Eric van der Luer

Personal information
- Full name: Alphons Maria Eric Patrick van der Luer
- Date of birth: 16 August 1965 (age 60)
- Place of birth: Maastricht, Netherlands
- Height: 1.73 m (5 ft 8 in)
- Position: Midfielder

Youth career
- RKASV

Senior career*
- Years: Team / Apps / (Gls)
- 1982–1987: MVV Maastricht / 92 / (14)
- 1987–1988: FC Assent / 33 / (9)
- 1988–2002: Roda JC / 418 / (36)
- 2002–2004: Alemannia Aachen / 41 / (1)
- 2004–2005: SV Meerssen
- 2005–2008: RKSV Groene Ster
- Total:  / 584 / (60)

International career
- 1995: Netherlands / 2 / (0)

Managerial career
- 2008–2010: Alemannia Aachen (reserves)
- 2010–2011: Alemannia Aachen (assistant)
- 2012–2014: KFC Uerdingen 05
- 2015–2019: Jong Roda JC
- 2019: Roda JC (caretaker)

= Eric van der Luer =

Dutch footballer and manager

Eric van der Luer (born 16 August 1965 in Maastricht, Netherlands) is a Dutch former professional footballer who played as a midfielder, spending most of his career with Roda JC. He made two appearances for the Netherlands national team.

He began his career with hometown club MVV in 1982 and spent five seasons there before playing with Belgian side Assent FC for a season. He joined Roda JC in 1988 and spent the next 14 seasons at the club, also winning two caps for his country. After joining Alemannia Aachen in 2002, van der Luer retired from professional football after the 2003–04 season. With Roda JC, van der Luer won the KNVB Beker (Dutch Cup) twice in (1996–97 and 1999–2000), scoring in both finals.

==Coaching career==
From 2004 to 2008, van der Luer worked as a youth coach for Roda JC. In 2008, he then became manager of Alemannia Aachen's reserve team. He was later also appointed sporting director of the club's youth sector alongside his reserve team manager job. He stopped as manager for the reserve team at the end of the 2009–10 season and continued as head of the youth sector and assistant manager for the first team. He left the club in September 2011 alongside manager Peter Hyballa.

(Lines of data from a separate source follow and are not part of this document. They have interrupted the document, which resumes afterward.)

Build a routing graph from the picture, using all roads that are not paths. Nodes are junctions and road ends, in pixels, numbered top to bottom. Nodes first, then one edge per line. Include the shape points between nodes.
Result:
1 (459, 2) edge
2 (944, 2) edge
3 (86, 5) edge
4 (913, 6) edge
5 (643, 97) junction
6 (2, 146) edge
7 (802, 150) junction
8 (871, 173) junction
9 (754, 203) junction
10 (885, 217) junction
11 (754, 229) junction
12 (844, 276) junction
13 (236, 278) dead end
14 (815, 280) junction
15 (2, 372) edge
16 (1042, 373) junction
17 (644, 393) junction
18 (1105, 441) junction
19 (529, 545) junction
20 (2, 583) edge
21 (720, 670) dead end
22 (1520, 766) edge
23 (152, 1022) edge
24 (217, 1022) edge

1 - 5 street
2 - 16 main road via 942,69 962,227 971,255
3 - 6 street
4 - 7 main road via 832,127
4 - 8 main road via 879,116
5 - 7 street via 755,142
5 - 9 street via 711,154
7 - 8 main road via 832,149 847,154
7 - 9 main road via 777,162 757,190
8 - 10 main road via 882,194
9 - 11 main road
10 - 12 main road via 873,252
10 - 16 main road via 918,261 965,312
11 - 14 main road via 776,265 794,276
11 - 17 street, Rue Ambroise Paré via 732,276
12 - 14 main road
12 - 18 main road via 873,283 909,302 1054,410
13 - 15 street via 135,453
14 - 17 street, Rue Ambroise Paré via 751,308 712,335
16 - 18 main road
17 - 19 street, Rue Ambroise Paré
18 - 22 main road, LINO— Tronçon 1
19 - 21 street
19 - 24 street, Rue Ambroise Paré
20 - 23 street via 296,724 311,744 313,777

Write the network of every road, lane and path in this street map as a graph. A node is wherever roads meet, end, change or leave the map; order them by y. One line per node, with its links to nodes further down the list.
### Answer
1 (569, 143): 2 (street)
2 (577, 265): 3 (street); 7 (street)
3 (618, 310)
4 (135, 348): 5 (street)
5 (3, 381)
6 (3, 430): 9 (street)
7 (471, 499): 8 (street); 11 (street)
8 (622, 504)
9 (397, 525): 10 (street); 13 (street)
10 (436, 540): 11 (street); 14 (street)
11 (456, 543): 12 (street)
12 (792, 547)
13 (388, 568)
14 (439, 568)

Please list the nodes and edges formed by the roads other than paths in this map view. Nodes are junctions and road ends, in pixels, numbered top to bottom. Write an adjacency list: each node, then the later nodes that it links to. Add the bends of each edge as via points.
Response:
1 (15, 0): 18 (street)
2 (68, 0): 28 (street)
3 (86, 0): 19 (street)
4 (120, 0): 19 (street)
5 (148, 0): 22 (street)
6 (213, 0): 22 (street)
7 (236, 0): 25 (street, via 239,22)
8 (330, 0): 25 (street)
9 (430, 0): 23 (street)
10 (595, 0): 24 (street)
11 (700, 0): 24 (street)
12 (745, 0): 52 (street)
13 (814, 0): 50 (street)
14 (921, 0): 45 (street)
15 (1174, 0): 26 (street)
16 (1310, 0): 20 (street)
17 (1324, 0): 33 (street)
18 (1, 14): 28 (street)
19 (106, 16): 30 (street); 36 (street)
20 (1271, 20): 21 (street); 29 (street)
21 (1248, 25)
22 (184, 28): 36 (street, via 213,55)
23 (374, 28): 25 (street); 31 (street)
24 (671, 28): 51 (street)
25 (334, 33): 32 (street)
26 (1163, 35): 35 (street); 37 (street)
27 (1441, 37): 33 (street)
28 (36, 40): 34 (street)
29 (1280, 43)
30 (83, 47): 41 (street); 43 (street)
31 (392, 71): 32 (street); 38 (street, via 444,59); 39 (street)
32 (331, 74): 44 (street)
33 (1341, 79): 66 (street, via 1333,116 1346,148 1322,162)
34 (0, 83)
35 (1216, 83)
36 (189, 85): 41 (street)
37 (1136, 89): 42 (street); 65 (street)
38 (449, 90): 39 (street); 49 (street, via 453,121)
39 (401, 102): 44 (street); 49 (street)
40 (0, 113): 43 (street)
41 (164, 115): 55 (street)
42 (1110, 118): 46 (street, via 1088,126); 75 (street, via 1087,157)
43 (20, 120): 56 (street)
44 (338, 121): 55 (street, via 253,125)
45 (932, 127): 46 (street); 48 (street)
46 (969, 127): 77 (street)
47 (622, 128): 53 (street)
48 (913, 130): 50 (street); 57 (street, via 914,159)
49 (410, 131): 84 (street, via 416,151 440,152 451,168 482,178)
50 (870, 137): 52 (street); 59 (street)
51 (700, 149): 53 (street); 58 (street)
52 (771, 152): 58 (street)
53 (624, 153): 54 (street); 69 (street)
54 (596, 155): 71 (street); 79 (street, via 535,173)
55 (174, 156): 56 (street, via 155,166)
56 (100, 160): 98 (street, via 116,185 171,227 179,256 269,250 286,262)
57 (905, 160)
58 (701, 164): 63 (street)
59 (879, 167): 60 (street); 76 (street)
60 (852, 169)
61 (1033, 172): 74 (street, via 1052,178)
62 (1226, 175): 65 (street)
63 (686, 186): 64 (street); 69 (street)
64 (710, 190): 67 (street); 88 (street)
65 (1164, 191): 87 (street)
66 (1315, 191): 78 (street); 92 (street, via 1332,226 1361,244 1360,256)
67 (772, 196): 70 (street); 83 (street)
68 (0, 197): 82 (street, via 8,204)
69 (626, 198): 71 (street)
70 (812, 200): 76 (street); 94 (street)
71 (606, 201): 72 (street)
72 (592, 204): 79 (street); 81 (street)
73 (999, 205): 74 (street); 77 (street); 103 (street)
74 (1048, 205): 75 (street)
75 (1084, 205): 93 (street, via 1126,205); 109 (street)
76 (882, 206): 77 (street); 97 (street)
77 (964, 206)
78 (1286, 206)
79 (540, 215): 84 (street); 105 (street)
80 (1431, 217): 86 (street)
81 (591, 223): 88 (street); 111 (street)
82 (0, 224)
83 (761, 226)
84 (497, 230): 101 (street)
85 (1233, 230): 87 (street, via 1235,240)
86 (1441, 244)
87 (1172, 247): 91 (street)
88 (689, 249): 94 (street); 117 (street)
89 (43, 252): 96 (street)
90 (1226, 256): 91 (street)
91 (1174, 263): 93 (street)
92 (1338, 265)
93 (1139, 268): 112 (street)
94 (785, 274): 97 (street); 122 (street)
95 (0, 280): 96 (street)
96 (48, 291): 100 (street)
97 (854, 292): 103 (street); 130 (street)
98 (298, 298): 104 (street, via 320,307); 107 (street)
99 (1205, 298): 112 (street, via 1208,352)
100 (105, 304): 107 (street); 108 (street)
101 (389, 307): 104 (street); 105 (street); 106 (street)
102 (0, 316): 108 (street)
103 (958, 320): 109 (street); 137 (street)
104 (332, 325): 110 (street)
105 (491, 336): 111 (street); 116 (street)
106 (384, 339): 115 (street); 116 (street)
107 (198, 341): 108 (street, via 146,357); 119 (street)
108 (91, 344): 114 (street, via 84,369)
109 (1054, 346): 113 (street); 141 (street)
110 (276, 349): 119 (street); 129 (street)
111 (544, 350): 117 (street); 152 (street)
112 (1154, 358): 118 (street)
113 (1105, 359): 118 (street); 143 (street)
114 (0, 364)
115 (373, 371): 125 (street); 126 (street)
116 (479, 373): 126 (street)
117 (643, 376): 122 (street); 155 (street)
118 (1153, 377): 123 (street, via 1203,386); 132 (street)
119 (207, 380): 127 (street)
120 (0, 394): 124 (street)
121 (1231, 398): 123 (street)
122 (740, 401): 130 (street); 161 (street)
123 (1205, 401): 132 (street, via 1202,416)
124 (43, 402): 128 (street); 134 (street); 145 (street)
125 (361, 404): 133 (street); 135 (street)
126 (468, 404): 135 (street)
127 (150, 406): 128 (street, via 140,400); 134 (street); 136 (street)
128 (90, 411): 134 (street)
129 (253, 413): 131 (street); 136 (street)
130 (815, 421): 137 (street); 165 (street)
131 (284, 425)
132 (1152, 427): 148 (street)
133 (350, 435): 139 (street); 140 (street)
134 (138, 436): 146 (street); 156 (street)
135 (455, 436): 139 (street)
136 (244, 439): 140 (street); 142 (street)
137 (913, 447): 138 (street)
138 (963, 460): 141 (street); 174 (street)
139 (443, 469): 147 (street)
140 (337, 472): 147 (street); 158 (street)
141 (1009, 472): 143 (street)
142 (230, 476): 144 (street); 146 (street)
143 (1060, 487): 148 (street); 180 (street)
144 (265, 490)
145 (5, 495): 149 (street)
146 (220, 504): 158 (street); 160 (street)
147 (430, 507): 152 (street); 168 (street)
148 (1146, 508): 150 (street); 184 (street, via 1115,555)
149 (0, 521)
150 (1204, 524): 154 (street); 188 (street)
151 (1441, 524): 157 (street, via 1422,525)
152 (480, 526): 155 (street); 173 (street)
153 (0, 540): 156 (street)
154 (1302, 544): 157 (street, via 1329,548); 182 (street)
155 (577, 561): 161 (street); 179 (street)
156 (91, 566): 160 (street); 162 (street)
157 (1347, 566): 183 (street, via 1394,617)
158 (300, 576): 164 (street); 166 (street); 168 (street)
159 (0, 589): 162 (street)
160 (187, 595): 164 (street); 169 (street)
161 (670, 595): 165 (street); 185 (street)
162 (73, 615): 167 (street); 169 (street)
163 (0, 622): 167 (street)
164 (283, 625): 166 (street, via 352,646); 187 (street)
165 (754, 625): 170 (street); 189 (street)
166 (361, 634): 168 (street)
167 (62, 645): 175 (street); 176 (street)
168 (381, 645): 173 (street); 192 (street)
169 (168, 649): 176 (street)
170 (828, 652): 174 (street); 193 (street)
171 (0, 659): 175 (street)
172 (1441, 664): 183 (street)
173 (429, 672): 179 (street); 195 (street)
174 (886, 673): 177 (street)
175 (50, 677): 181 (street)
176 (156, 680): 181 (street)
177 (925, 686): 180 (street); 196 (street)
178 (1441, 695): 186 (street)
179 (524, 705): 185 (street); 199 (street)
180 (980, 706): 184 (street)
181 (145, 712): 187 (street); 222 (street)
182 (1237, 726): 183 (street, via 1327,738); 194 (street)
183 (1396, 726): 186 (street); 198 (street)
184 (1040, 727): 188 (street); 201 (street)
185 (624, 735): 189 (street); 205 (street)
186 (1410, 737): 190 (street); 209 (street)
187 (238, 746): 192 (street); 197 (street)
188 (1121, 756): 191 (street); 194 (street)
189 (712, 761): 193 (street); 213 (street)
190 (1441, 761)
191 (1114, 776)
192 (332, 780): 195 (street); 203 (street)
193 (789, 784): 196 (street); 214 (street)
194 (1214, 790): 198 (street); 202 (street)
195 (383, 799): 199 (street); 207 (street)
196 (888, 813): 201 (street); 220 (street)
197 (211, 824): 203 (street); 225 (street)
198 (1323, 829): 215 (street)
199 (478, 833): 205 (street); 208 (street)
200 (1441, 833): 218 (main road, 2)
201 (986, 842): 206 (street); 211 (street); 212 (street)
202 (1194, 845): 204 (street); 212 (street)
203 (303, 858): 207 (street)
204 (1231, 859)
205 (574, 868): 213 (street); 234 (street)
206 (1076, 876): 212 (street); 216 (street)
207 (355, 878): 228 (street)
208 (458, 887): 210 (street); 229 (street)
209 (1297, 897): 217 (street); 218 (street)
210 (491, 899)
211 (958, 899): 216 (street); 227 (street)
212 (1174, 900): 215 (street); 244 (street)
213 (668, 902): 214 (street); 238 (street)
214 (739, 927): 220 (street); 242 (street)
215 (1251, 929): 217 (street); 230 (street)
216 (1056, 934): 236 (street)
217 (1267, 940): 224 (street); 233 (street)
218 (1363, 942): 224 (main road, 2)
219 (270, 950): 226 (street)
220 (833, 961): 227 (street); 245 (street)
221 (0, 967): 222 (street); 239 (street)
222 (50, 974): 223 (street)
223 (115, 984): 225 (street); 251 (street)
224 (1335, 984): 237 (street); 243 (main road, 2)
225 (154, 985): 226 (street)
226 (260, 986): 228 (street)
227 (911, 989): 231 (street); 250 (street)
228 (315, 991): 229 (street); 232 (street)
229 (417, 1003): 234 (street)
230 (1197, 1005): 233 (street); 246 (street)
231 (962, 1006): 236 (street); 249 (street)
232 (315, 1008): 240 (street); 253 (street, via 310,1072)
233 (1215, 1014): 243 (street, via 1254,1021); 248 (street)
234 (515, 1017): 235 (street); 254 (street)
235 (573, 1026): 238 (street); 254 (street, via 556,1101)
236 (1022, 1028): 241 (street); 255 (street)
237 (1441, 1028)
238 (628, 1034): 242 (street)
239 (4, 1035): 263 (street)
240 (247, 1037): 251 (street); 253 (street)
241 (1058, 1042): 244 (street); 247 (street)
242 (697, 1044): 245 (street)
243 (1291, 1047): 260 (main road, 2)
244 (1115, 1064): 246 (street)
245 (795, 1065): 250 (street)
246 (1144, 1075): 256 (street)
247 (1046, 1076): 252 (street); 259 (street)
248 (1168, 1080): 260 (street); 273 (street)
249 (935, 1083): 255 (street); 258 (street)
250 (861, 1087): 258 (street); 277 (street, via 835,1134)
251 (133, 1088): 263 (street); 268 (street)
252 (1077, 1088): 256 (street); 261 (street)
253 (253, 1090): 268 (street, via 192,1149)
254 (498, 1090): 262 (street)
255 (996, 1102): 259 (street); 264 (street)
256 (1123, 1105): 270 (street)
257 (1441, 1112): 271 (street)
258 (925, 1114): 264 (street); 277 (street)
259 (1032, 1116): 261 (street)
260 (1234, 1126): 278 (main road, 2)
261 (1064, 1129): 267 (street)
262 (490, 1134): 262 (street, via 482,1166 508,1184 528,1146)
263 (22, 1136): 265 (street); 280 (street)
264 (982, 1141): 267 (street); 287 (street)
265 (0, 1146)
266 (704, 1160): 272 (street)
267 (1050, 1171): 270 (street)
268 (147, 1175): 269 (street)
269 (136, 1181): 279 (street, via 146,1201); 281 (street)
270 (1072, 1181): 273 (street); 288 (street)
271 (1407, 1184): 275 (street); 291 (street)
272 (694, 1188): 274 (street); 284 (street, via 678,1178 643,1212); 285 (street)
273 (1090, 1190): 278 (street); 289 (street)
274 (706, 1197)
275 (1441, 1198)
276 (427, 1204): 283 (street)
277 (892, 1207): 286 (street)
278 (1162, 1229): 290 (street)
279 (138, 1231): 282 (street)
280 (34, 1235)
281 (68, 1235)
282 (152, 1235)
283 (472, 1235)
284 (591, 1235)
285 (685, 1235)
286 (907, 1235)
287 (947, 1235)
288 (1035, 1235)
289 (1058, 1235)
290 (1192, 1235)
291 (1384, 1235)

In July 2012 van der Luer became new manager of KFC Uerdingen 05. He guided the club to promotion to the Regionalliga in his first season. He was sacked in March 2014.

In 2015 he return to his old club Roda JC as manager for the second team, Jong Roda JC, and a scout for the first team. When Robert Molenaar was sacked as manager of Roda's first team in March 2019, van der Luer was installed as caretaker manager for the rest of the season. Van der Luer left the club at the end of the season, where his contract expired.